KAMIL TANGALYCHEV is an award-winning Russian poet and editor, living in Saransk. The author of 16 books of poetry and essays, he is a regular contributor to <Literary Russia. In 2015, he was conferred the honor People’s Poet of Mordovia. His eight poetry collections include Rowan Bells, 1992 and Verb Flicker, 2019. An ethnic Tatar, Tangalychev draws from the deep roots of Russian historical and literary traditions. His poetry has been translated from Russian into several languages of the peoples of Russia: Moksha, Erzya, and Tatar. The poet draws inspiration from the natural world of his homeland on the Russian steppe. [PSR 36]
HARRIET TARLO wrote her PhD on the modernist poet H.D. She now teaches English and CreativeWriting at the University of Leeds. Her books of poetry include Nab (Etruscan, 2005), Poems 1990-2003(Shearsman, 2004) and LoveLand (REM Press, 2003). She also writes critical and review essays on modernist and contemporary poets. [PSR 11]
NATHANIEL TARN, born Paris 1928, educated Cambridge, Sorbonne, Yale, Chicago, L.S.E. & S.O.A.S (London) is a poet, translator (Neruda, Segalen, etc.), critic, editor (Founding Editor Cape Editions & Cape Goliard, London, the Sixties), anthropologist (Highland Maya, S.E. Asia, etc.), and Professor Emeritus with some 35 books and lesser publications in his various disciplines. Recent are: Selected Poems 1950-2000 (Wesleyan UP, 2002), The Embattled Lyric: Essays & Conversations in Poetics & Anthropology (Stanford UP, 2007), and Ins & Outs of the Forest Rivers (New Directions, 2008). [PSR 17]
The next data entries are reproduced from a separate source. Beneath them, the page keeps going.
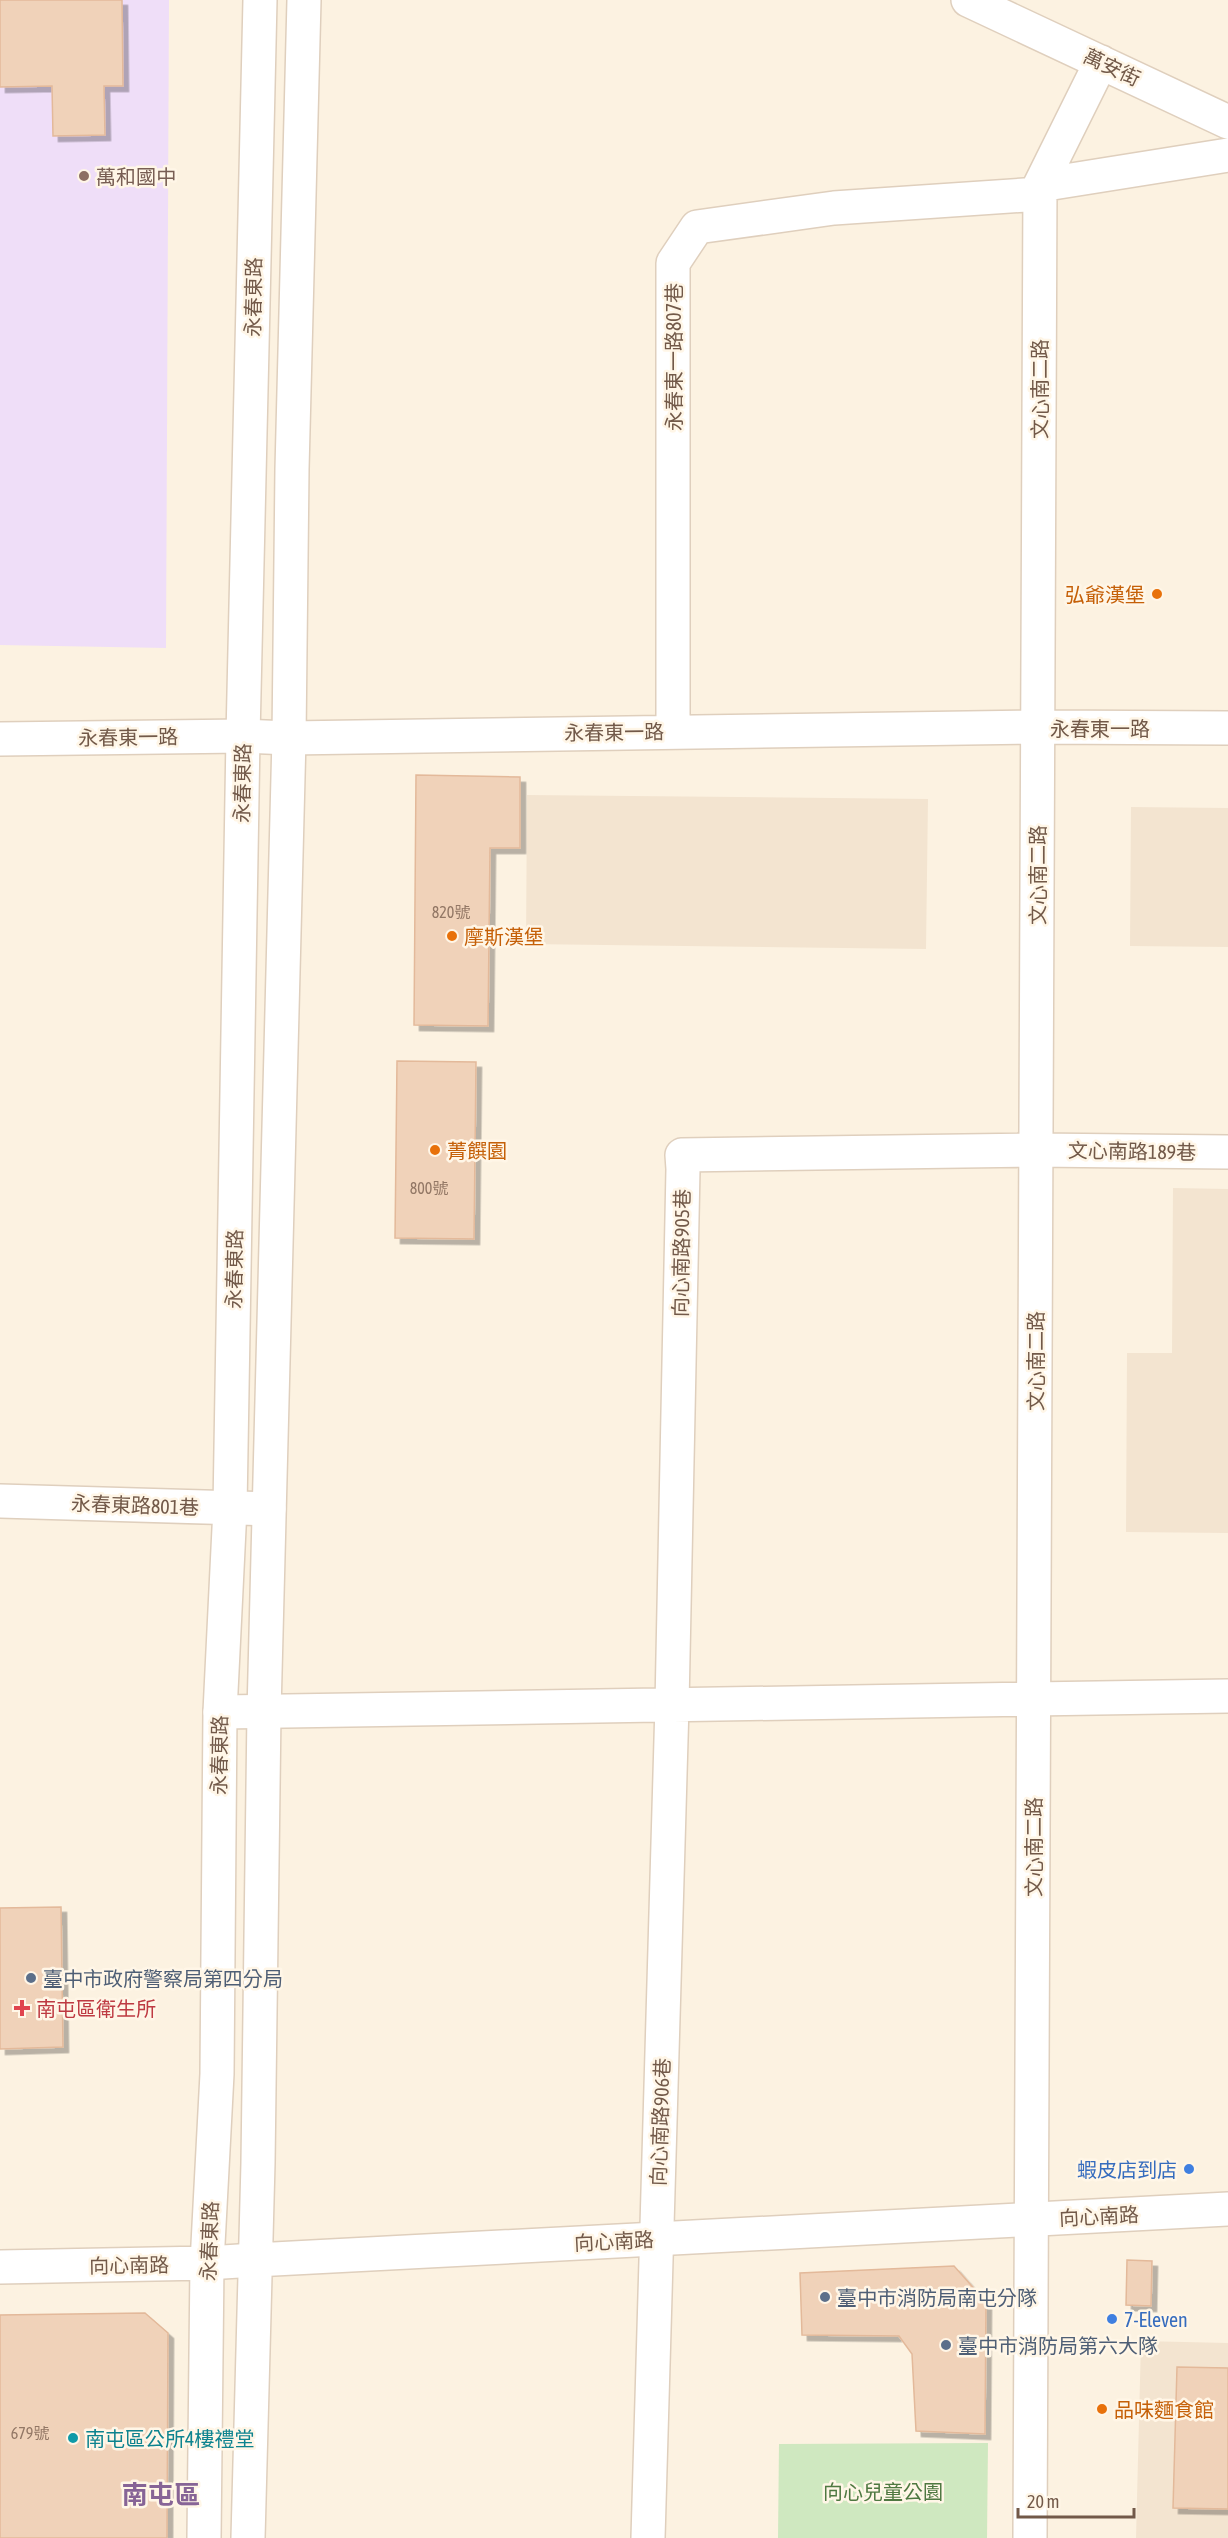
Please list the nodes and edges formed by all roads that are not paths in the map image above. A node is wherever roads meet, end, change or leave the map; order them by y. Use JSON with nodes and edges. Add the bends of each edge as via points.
{"nodes":[{"id":1,"x":260,"y":0,"type":"edge"},
{"id":2,"x":304,"y":0,"type":"edge"},
{"id":3,"x":968,"y":0,"type":"edge"},
{"id":4,"x":1026,"y":12,"type":"edge"},
{"id":5,"x":1101,"y":62,"type":"junction"},
{"id":6,"x":1228,"y":122,"type":"edge"},
{"id":7,"x":1228,"y":155,"type":"edge"},
{"id":8,"x":1040,"y":189,"type":"junction"},
{"id":9,"x":1038,"y":727,"type":"junction"},
{"id":10,"x":1228,"y":728,"type":"edge"},
{"id":11,"x":672,"y":731,"type":"junction"},
{"id":12,"x":243,"y":736,"type":"junction"},
{"id":13,"x":289,"y":738,"type":"junction"},
{"id":14,"x":0,"y":739,"type":"edge"},
{"id":15,"x":1035,"y":1149,"type":"junction"},
{"id":16,"x":1228,"y":1152,"type":"edge"},
{"id":17,"x":0,"y":1501,"type":"edge"},
{"id":18,"x":230,"y":1508,"type":"junction"},
{"id":19,"x":269,"y":1509,"type":"junction"},
{"id":20,"x":1228,"y":1696,"type":"edge"},
{"id":21,"x":1034,"y":1699,"type":"junction"},
{"id":22,"x":672,"y":1705,"type":"junction"},
{"id":23,"x":220,"y":1712,"type":"junction"},
{"id":24,"x":264,"y":1712,"type":"junction"},
{"id":25,"x":1228,"y":2209,"type":"edge"},
{"id":26,"x":1031,"y":2220,"type":"junction"},
{"id":27,"x":657,"y":2239,"type":"junction"},
{"id":28,"x":255,"y":2260,"type":"junction"},
{"id":29,"x":207,"y":2263,"type":"junction"},
{"id":30,"x":0,"y":2267,"type":"edge"},
{"id":31,"x":204,"y":2538,"type":"edge"},
{"id":32,"x":248,"y":2538,"type":"edge"},
{"id":33,"x":648,"y":2538,"type":"edge"},
{"id":34,"x":1030,"y":2538,"type":"edge"}],
"edges":[{"from":1,"to":12,"type":"street","name":"永春東路"},
{"from":2,"to":13,"type":"street","name":"永春東路"},
{"from":3,"to":4,"type":"street","name":"萬安街"},
{"from":4,"to":5,"type":"street","name":"萬安街"},
{"from":5,"to":6,"type":"street","name":"萬安街"},
{"from":5,"to":8,"type":"street"},
{"from":7,"to":8,"type":"street"},
{"from":8,"to":9,"type":"street","name":"文心南二路"},
{"from":8,"to":11,"type":"street","name":"永春東一路807巷","via":[[834,208],[697,227],[673,263]]},
{"from":9,"to":10,"type":"street","name":"永春東一路"},
{"from":9,"to":11,"type":"street","name":"永春東一路"},
{"from":9,"to":15,"type":"street","name":"文心南二路"},
{"from":11,"to":13,"type":"street","name":"永春東一路"},
{"from":12,"to":13,"type":"street","name":"永春東一路"},
{"from":12,"to":14,"type":"street","name":"永春東一路"},
{"from":12,"to":18,"type":"street","name":"永春東路"},
{"from":13,"to":19,"type":"street","name":"永春東路"},
{"from":15,"to":16,"type":"street","name":"文心南路189巷"},
{"from":15,"to":21,"type":"street","name":"文心南二路"},
{"from":15,"to":22,"type":"street","name":"向心南路905巷","via":[[682,1155]]},
{"from":17,"to":18,"type":"street","name":"永春東路801巷"},
{"from":18,"to":19,"type":"street","name":"永春東路801巷"},
{"from":18,"to":23,"type":"street","name":"永春東路"},
{"from":19,"to":24,"type":"street","name":"永春東路"},
{"from":20,"to":21,"type":"street"},
{"from":21,"to":22,"type":"street"},
{"from":21,"to":26,"type":"street","name":"文心南二路"},
{"from":22,"to":24,"type":"street"},
{"from":22,"to":27,"type":"street","name":"向心南路906巷"},
{"from":23,"to":24,"type":"street"},
{"from":23,"to":29,"type":"street","name":"永春東路","via":[[217,2074]]},
{"from":24,"to":28,"type":"street","name":"永春東路"},
{"from":25,"to":26,"type":"street","name":"向心南路"},
{"from":26,"to":27,"type":"street","name":"向心南路"},
{"from":26,"to":34,"type":"street","name":"文心南二路"},
{"from":27,"to":28,"type":"street","name":"向心南路"},
{"from":27,"to":33,"type":"street","name":"向心南路906巷"},
{"from":28,"to":29,"type":"street","name":"向心南路"},
{"from":28,"to":32,"type":"street","name":"永春東路"},
{"from":29,"to":30,"type":"street","name":"向心南路"},
{"from":29,"to":31,"type":"street","name":"永春東路"}]}
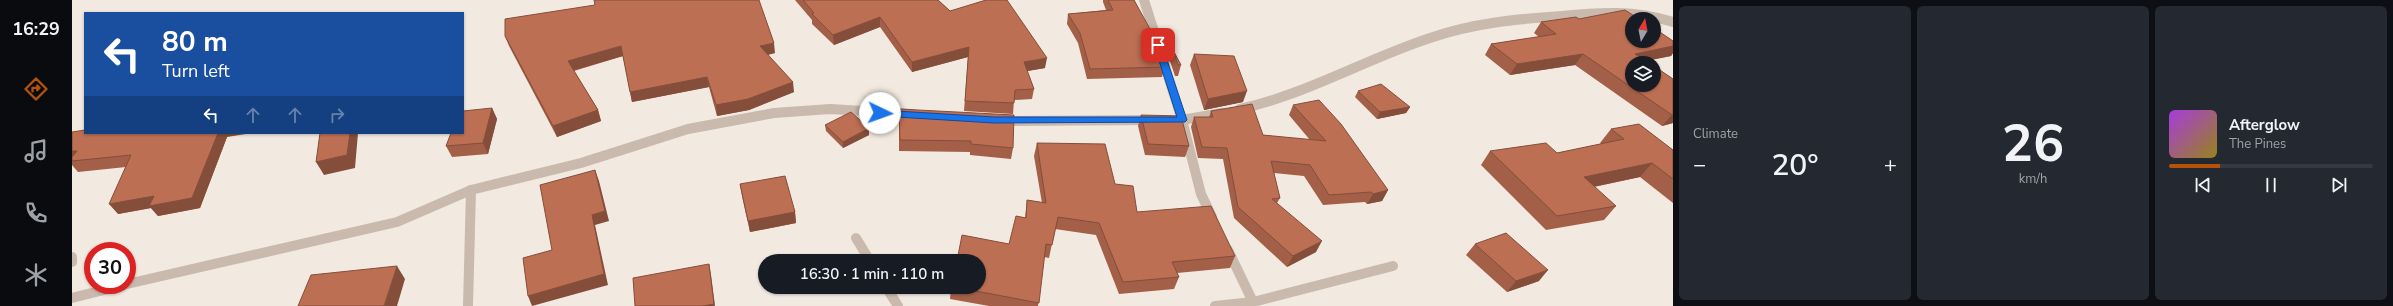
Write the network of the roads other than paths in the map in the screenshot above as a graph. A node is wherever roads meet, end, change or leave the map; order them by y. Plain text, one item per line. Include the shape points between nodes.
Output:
1 (1144, 0) edge
2 (1673, 22) edge
3 (923, 115) edge
4 (987, 120) edge
5 (1182, 120) junction
6 (471, 190) junction
7 (1217, 228) edge
8 (856, 238) dead end
9 (1223, 241) edge
10 (866, 254) edge
11 (72, 257) edge
12 (72, 262) edge
13 (1393, 266) dead end
14 (136, 282) edge
15 (88, 294) edge
16 (890, 294) edge
17 (72, 298) edge
18 (1253, 302) junction
19 (468, 306) edge
20 (898, 306) edge
21 (1215, 306) edge

1 - 5 street
2 - 5 street via 1627,11 1494,21 1429,38 1366,66 1249,108
3 - 6 street via 830,109 727,120 688,129 581,163
4 - 5 street
5 - 7 street via 1201,194
6 - 14 street via 397,222
6 - 19 street
8 - 10 street
9 - 18 street
11 - 12 street
13 - 18 street
15 - 17 street
16 - 20 street
18 - 21 street

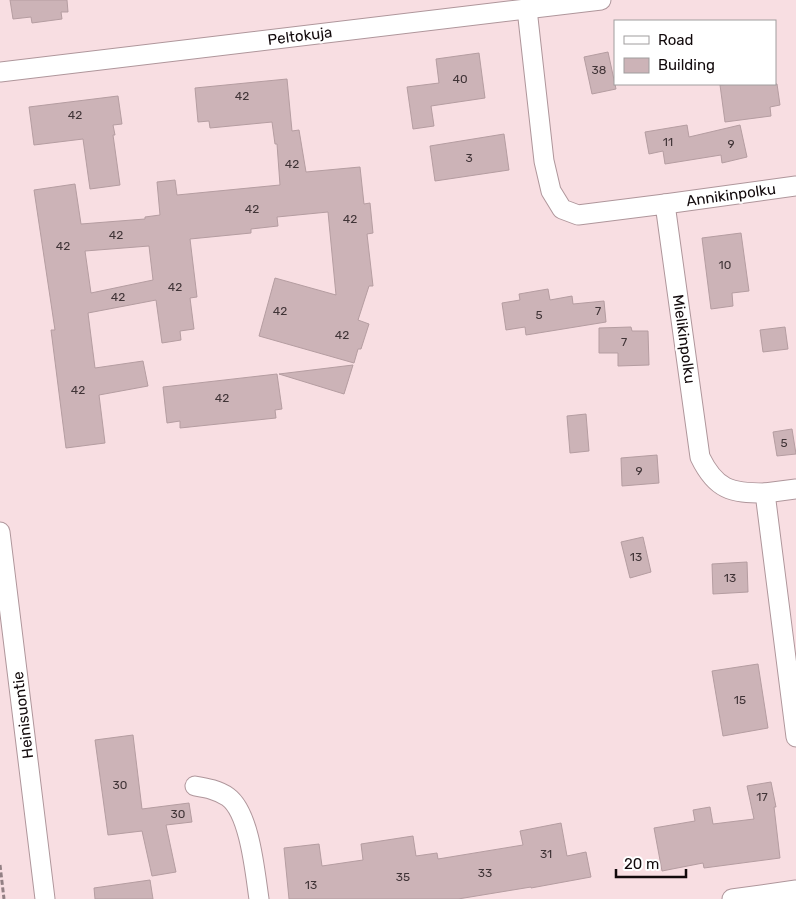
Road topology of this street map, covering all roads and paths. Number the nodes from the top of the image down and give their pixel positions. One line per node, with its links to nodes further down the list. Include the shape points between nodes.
1 (601, 0): 2 (street, Peltokuja)
2 (526, 9): 3 (street, Peltokuja); 5 (street, via 544,161 551,191 562,209 578,215)
3 (0, 72)
4 (796, 186): 5 (street, Annikinpolku)
5 (666, 204): 7 (street, Mielikinpolku, via 700,457 708,473 722,487 742,493)
6 (796, 490): 7 (street, Mielikinpolku)
7 (765, 493): 9 (street)
8 (0, 532): 14 (street, Heinisuontie)
9 (796, 737)
10 (195, 786): 15 (street, via 213,789 229,798 243,816)
11 (0, 865): 13 (path)
12 (796, 890): 16 (street)
13 (4, 899)
14 (45, 899)
15 (260, 899)
16 (732, 899)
ALEC TAYLOR left his native Liverpool to read Classics at Leeds University. He spent his working life teaching Latin and related subjects. Now retired, he and his wife live in Paignton, Devon. His verse has appeared in several poetry journals, in particular in Acumen, which has also published a pamphlet of his shorter poems, Identity Theft, in 2012. Poetry Salzburg published his first collection, Fool If They Weren’t, in September 2021. [PSR 21] [PSR 24] [PSR 35] [PSR 38]
ANDREW TAYLOR is the author of two collections of poetry published by Shearsman Books: Radio Mast Horizon (2013) and March (2017). Recent publications include at first it felt flying (with Charlie Baylis) (Indigo Dreams Pamphlets) which was a Poetry Book Society summer selection 2019 and Lowdeine Chronicles (with Nick Power, erbacce-press, 2019). He is the author of Adrian Henri: A Critical Reading (Greenwich Exchange, 2019). He lives and works in Nottingham where he is a senior lecturer in Creative Writing and English at Nottingham Trent University. [PSR 36]
MARIA TAYLOR’s latest pamphlet Instructions for Making Me came out in 2016 with HappenStance Press. Her first collection, Melanchrini, was published by Nine Arches Press in 2012. She has had poems published in Magma, The North, and The Rialto. She is Reviews Editor for Under the Radar. [PSR 32]
RICK TAYLOR keeps his head down in Canada.His work has appeared in many magazines, among them The Journal, Canadian Literature, The Dalhousie Review and The Malahat Review. The Proximity of Thieves, a chapbook, will be released this year. [PSR 6]
ROSAMUND TAYLOR won The London Magazine Poetry Prize in 2020 and the Mairtín Crawford Award for Poetry in 2017. Her work has recently appeared in Banshee, Channel, Poetry Ireland Review, and on LambdaLiterary.Org. [PSR 37]
SUSAN TAYLOR lives on Dartmoor. Her recent collections are This Given (Paper Dart Press, 2015) and A Small Wave for Your Form (Oversteps Books, 2012). She co-edits the poetry journal The Broadsheet and runs Café Culture, a monthly cabaret of spoken word and music in Totnes. [PSR 28]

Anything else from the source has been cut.